We have an aggregate root in our system and is has child entities in a collection. The problem is that the container needs to be updated very frequently, on a transaction basis, and the children entities don't, they in fact hardly ever change, they are more configuration like in nature.
My first reflex was to separate them into two different aggregate roots because our of application requirements. But I was reminded of the cascade delete rule, if we delete the one then the delete should cascade, so their lifetimes are linked.
We stumbled over this problem when we discovered that we have a caching problem. Changes to the children entities (configuration) were not being reflected in the system at runtime because the parent was unaware of the changes (we had them as one aggregate root but someone had created a repository for its children).
The main driver for aggregate boundaries are the invariants of your domain - or in other terms, aggregate boundaries should be consistency boundaries. Things that must change together atomically must be in the same aggregate.
The cascading delete is (with regards to aggregate boundaries) rather a nice-to-have than a rule. You can always enforce the fact that a Parent still lives by requiring one at the place where you load Child entities. With this design, you can make Parent and Child different aggregates, while still enforcing the rule that no "free floating" Child aggregates can be requested. And deleting Child aggregates in response to a deleted Parent is easy if you have domain events in place.
Note: All this is under the assumption that your domain invariants allow separating the aggregates in the first place.
This might be better in a discussion format, rather than a Q&A format. I'd recommend trying the audience at DomainDrivenDesign or DDDCQRS
Are you sure that you have a business requirement to delete data in your domain model? That's really unusual -- in most domain models I've seen, an aggregate will reach an "end of life" state, (example: AccountClosed), but doesn't actually get removed from the system.

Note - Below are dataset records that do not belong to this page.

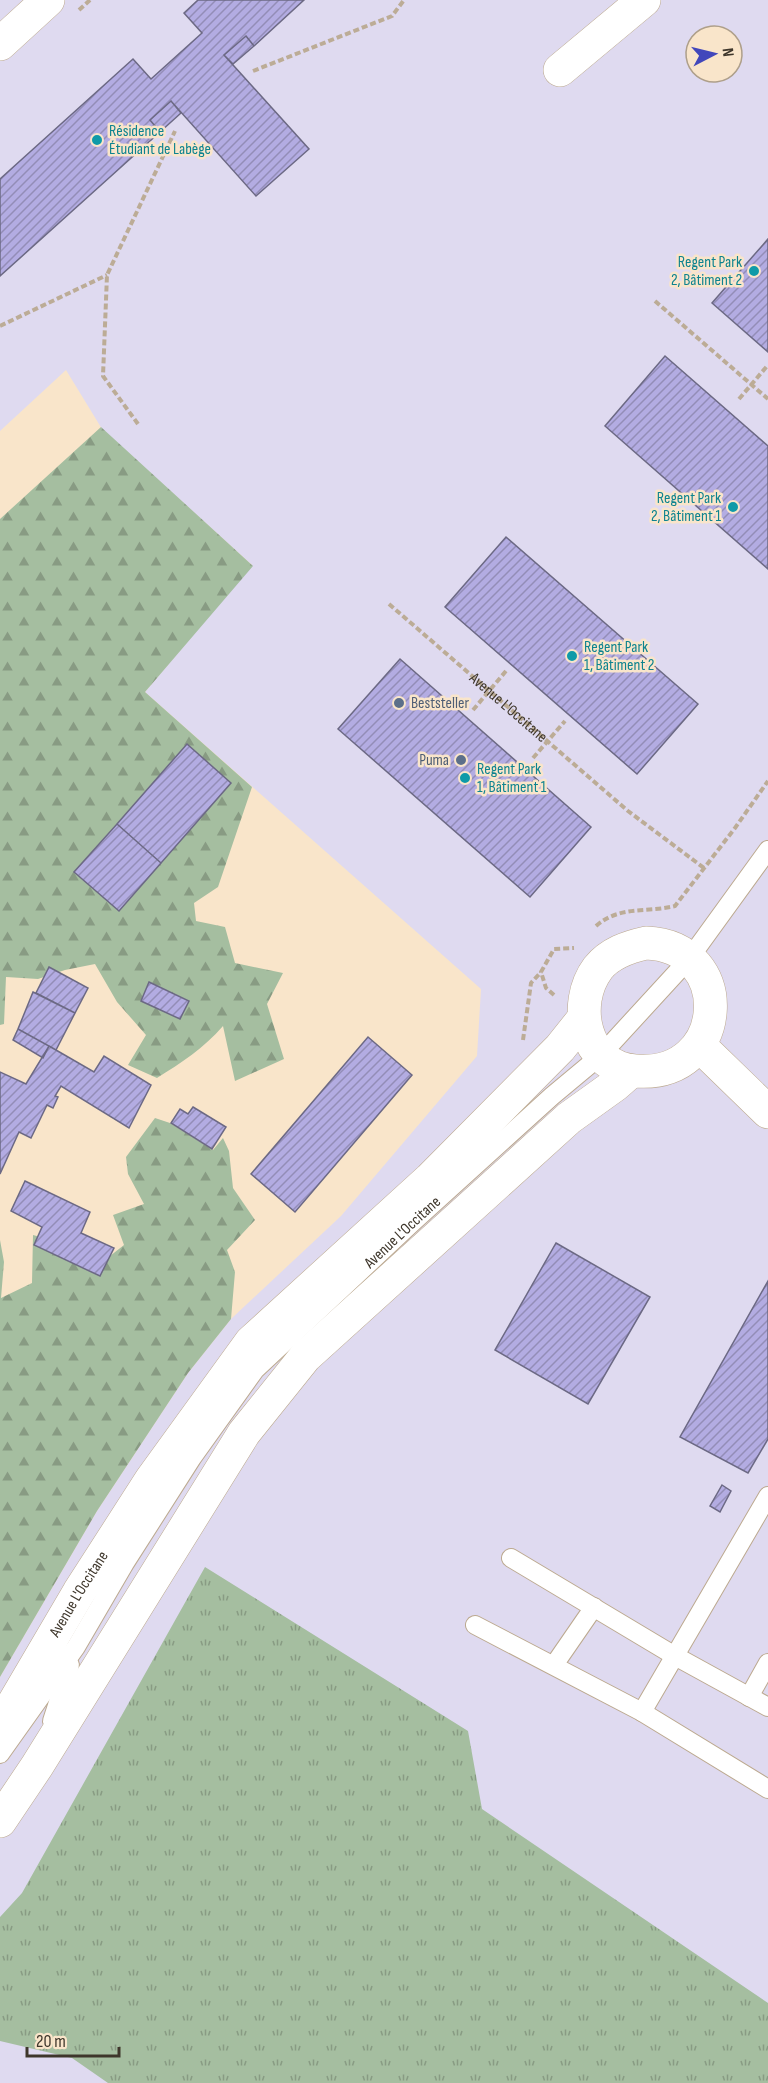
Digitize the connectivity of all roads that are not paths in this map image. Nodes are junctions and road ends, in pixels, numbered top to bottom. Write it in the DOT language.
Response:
graph roads {
  1 [pos="48,0"];
  2 [pos="644,0"];
  3 [pos="0,44"];
  4 [pos="560,70"];
  5 [pos="768,850"];
  6 [pos="689,959"];
  7 [pos="584,1018"];
  8 [pos="699,1045"];
  9 [pos="600,1056"];
  10 [pos="632,1071"];
  11 [pos="768,1112"];
  12 [pos="768,1496"];
  13 [pos="511,1558"];
  14 [pos="594,1607"];
  15 [pos="475,1625"];
  16 [pos="76,1647"];
  17 [pos="675,1656"];
  18 [pos="768,1663"];
  19 [pos="554,1665"];
  20 [pos="749,1697"];
  21 [pos="768,1707"];
  22 [pos="642,1712"];
  23 [pos="0,1732"];
  24 [pos="0,1754"];
  25 [pos="37,1766"];
  26 [pos="768,1789"];
  27 [pos="0,1821"];
  1 -- 3 [label="street"];
  2 -- 4 [label="street"];
  5 -- 6 [label="lane, Avenue L'Occitane"];
  6 -- 7 [label="street"];
  6 -- 8 [label="street"];
  6 -- 9 [label="lane, Avenue L'Occitane"];
  7 -- 9 [label="street"];
  7 -- 23 [label="street, Avenue L'Occitane"];
  8 -- 10 [label="street"];
  8 -- 11 [label="street"];
  9 -- 10 [label="street"];
  9 -- 16 [label="lane, Avenue L'Occitane"];
  10 -- 25 [label="street, Avenue L'Occitane"];
  12 -- 17 [label="lane"];
  13 -- 14 [label="lane"];
  14 -- 17 [label="lane"];
  14 -- 19 [label="lane"];
  15 -- 19 [label="lane"];
  16 -- 24 [label="lane"];
  16 -- 25 [label="lane"];
  17 -- 20 [label="lane"];
  17 -- 22 [label="lane"];
  18 -- 20 [label="lane"];
  19 -- 22 [label="lane"];
  20 -- 21 [label="lane"];
  22 -- 26 [label="lane"];
  25 -- 27 [label="street, Avenue L'Occitane"];
}
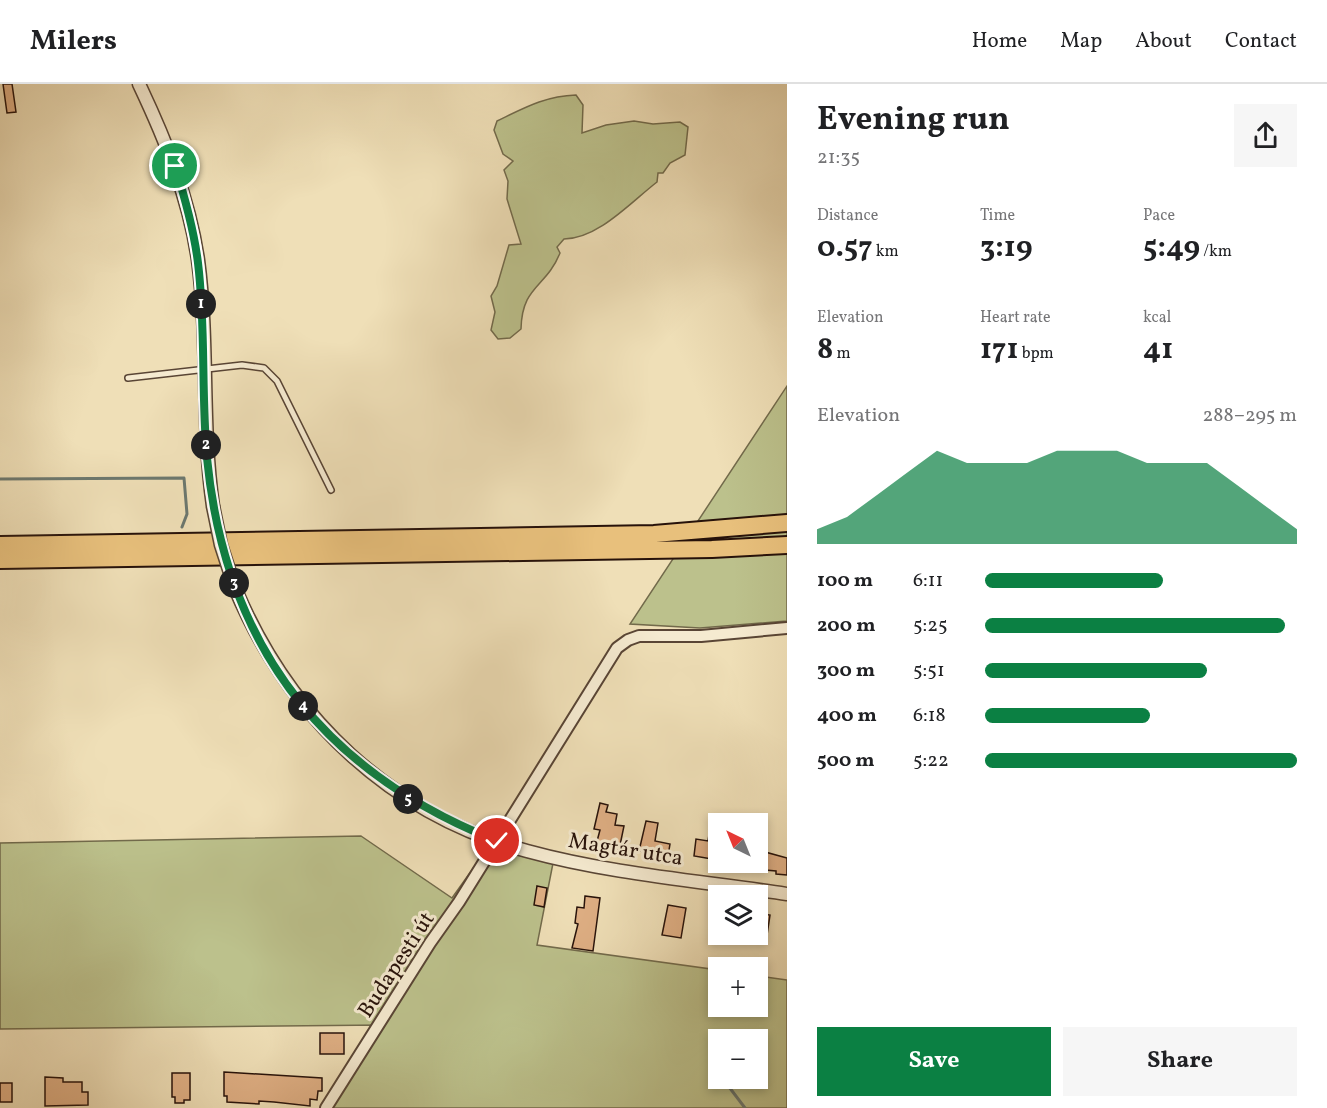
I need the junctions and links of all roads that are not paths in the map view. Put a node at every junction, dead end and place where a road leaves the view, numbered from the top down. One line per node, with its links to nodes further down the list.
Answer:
1 (140, 84): 2 (street, Magtár utca)
2 (204, 371): 3 (lane); 4 (lane); 10 (street, Magtár utca, bridge)
3 (128, 378)
4 (331, 490)
5 (787, 524): 7 (highway)
6 (787, 544): 8 (highway)
7 (0, 545)
8 (0, 560)
9 (787, 628): 10 (street, Budapesti út)
10 (497, 841): 11 (street, Magtár utca); 12 (street, Budapesti út)
11 (787, 894)
12 (326, 1108)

A common trap in aggregate design is to think about the structure of the entities. "A has a B" does not necessarily mean that they are part of the same aggregate; the key idea is "A needs to keep B and C consistent". You can think about it like a graph; state B and state C are nodes in the graph, the consistency rules are the edges. If you can't traverse the graph from B to C, then they don't need to be part of the same aggregate, and probably shouldn't be.
My instinct is that caching should be the right answer here. If you are processing millions of transactions per day, and the collection only changes once per month, then simply using a cached value of the collection should produce the right answer most of the time.
In this, I'm influenced by Udi Dahan's essay Race Conditions Don't Exist; by coupling this configuration collection with the rest of the aggregate, you are essentially asserting that changes to the configuration (which are rare) are understood by the business to be happening precisely between two other changes to the aggregate. 3M transactions per day averages 1 per 30ms; are you really scheduling your configuration changes that precisely?
The usual pattern here would be that the consistency rule is removed from the domain model; instead, you monitor for changes that introduce an inconsistency, and mitigate them. That depends upon there being a reasonable way to detect the errors, an efficient way to mitigate them, and a mechanic for keeping the rate under control.
The latter of these would normally be done by having the clients/the application check their local copy of the collection, and making sure the command sent is consistent with that before dispatching the command to the domain model. (Possible questions for your domain experts: how quickly do the configuration changes need to be applied? Do the configuration changes happen when the aggregate is changing frequently or when it is quiet?)
Another possibility might be to change your persistence strategy; if the collection doesn't change often, then there are not a lot of change events related to it. So maybe instead of persisting the aggregate, you look into persisting its history - in other words, using event-sourcing here. Maybe if this aggregate lived in a micro service, you could limit the risk of the change? Hard to say, at a million transactions per day, this aggregate sounds pretty important.